Bhavani Prasad’s gliding scales on the veena created an ethereal feel to Jonathan’s entry. Sumitra, in this role, did justice capturing the bird’s sentiment which conveyed her full understanding of layam, angikam and abhinayam. Through explorations of the gamut of muzhu mandi adavus, the choreography could have tackled suggestive flight moves in a range of korvai patterns steadily uplifting to the akasha chari. However, Sumitra’s aesthetic appeal flowed seamlessly to the haunting rendition of raga Kalyani by Nandini Anand. The brief silence followed by accelerated surges of swaras pursuing octaves symbolised the flight in brahmaris executed with alternating gatis which was a delightful display.
Again the use of the pitch in tanam generated the emotion of vexation as the ‘flock’ of dancers forcefully encircled Jonathan to spurn him away from the gull society. But the need for bhava laden emotion was evident with the entry of the two radiant gull dancers.

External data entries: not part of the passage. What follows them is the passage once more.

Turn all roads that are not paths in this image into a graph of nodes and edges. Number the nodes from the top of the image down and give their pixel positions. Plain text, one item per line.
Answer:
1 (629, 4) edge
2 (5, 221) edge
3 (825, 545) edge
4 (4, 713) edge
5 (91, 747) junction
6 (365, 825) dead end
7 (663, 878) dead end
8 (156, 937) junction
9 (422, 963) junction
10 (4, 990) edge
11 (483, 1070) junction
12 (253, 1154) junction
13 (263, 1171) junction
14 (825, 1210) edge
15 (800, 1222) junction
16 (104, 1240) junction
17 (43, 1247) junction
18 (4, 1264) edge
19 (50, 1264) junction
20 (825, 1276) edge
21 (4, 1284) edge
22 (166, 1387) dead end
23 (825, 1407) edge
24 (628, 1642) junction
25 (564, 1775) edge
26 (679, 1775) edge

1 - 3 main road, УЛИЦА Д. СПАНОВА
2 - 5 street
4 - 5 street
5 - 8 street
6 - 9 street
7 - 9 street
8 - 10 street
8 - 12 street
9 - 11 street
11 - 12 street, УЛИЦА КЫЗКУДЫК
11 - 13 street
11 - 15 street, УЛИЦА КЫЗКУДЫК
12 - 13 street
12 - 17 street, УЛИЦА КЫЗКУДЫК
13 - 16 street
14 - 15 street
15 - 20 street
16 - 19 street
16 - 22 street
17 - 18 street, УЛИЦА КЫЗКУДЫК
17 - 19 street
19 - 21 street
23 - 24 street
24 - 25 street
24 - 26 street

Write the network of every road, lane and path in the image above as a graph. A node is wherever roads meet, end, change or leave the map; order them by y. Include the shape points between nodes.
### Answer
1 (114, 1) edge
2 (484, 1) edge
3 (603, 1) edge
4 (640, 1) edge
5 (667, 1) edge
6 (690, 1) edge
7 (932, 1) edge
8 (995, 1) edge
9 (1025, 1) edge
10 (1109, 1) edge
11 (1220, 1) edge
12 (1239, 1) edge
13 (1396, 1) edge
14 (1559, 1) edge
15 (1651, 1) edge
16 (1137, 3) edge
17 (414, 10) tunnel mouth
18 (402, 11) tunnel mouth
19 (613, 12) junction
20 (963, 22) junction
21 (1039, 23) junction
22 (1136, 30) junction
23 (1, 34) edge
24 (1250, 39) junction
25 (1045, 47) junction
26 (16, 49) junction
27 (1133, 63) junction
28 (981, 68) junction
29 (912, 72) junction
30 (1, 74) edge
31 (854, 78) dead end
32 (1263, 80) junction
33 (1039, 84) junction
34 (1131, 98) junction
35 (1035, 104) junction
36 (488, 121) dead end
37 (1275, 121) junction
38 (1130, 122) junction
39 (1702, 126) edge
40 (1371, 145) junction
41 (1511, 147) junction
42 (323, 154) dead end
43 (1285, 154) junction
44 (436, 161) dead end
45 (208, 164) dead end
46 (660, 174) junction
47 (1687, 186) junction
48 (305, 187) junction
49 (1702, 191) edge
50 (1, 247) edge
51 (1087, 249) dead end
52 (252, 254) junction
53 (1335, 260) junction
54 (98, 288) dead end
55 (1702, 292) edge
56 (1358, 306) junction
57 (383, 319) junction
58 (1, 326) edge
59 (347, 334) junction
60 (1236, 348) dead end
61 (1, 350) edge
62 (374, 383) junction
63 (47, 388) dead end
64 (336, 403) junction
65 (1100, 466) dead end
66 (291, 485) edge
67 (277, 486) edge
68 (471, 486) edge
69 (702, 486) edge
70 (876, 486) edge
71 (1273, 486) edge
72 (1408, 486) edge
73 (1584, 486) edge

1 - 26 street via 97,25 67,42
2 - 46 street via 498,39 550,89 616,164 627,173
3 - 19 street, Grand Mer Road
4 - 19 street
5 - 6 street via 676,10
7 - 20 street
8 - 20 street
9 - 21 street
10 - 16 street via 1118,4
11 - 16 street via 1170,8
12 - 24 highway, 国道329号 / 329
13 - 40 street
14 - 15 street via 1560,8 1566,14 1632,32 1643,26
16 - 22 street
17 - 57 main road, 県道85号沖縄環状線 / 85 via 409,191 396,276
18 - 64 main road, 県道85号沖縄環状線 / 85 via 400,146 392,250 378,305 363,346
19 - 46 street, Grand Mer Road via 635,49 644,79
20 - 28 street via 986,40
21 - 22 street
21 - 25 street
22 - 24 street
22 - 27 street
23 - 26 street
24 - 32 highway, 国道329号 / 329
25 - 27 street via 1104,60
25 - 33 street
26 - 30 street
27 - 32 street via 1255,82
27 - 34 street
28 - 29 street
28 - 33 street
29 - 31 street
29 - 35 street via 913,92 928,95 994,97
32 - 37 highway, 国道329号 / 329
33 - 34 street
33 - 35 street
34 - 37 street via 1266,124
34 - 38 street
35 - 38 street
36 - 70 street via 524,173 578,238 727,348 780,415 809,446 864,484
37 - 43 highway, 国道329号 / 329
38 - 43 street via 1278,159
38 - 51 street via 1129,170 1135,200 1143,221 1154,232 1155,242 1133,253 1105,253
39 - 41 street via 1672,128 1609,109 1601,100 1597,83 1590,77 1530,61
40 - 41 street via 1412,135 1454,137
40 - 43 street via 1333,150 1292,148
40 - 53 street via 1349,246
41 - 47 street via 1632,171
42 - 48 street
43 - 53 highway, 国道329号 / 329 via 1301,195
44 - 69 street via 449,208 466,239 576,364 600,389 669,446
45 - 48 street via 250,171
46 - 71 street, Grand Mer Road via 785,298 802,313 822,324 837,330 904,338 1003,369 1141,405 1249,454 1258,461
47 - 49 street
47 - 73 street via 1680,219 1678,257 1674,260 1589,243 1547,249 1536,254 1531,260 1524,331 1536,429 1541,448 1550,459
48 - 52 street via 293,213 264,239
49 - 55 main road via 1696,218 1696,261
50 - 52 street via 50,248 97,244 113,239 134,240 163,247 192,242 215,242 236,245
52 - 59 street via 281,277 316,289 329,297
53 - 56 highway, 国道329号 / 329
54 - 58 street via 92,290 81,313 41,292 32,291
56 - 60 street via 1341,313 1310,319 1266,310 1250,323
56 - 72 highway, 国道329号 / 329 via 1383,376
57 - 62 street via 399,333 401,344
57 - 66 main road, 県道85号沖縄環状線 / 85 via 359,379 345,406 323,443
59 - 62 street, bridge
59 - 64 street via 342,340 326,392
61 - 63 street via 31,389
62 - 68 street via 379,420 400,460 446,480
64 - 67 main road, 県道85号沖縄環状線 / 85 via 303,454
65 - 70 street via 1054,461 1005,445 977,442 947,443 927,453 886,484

The fluid tones of Kishore’s sitar and the vibrant bols of Ganapathy’s tabla powerfully spoke the bird’s language in Keeravani. Tabla and mridangam (Kishore and Vedakrishnan) shared sound space as the dance between Jonathan and his seniors emerged as a conversation. The final arrival of the senior acharya Jayanthi in the garb of the master torchbearer (in a pearl white and orange costume) to ‘lead kindly light’ on Jonathan’s metaphysical quest resonated in sharp and chosen sollukettus of ‘dhit dhi num-dhit dhi tom’ akin to the bird’s call. Reminiscent of a Gurukulam, the fears and doubts of the student were answered through the elaborative expositions of the navarasas. The message of ‘Jyotir Gamaya’ to dwell on the virtues of valuable living, to love, forgive and to break free from physical limitations was conveyed in expressional dance which remains Jayanthi’s hallmark.
Oscar awardee Sai Sravan deserves credit for his skilful sound engineering bringing soul to every scene. Likewise, Govind’s narration was of superior quality. Embar Kannan’s fluency on the violin and Vishnu Vijay’s euphonious flute ably supported the orchestral ensemble.
The dance drama showcased the ‘happily–ever-after’ moral in the Tillana juxtaposing the performers in a steady flow of arrivals and departures to varying korvais in thatti mettus conveying the legacy of the ‘Guru Shishya Parampara’. Is it just sheer coincidence that Jayanthi, Jonathan and Jyotir share the same initial? Of course they connote a deeper thought, a quest for self-realisation, an inner awakening.
On the occasion, a DVD titled ‘Sanchari Bhavas –The Stated and The Suggested’ was released by N. Murali, president, The Music Academy.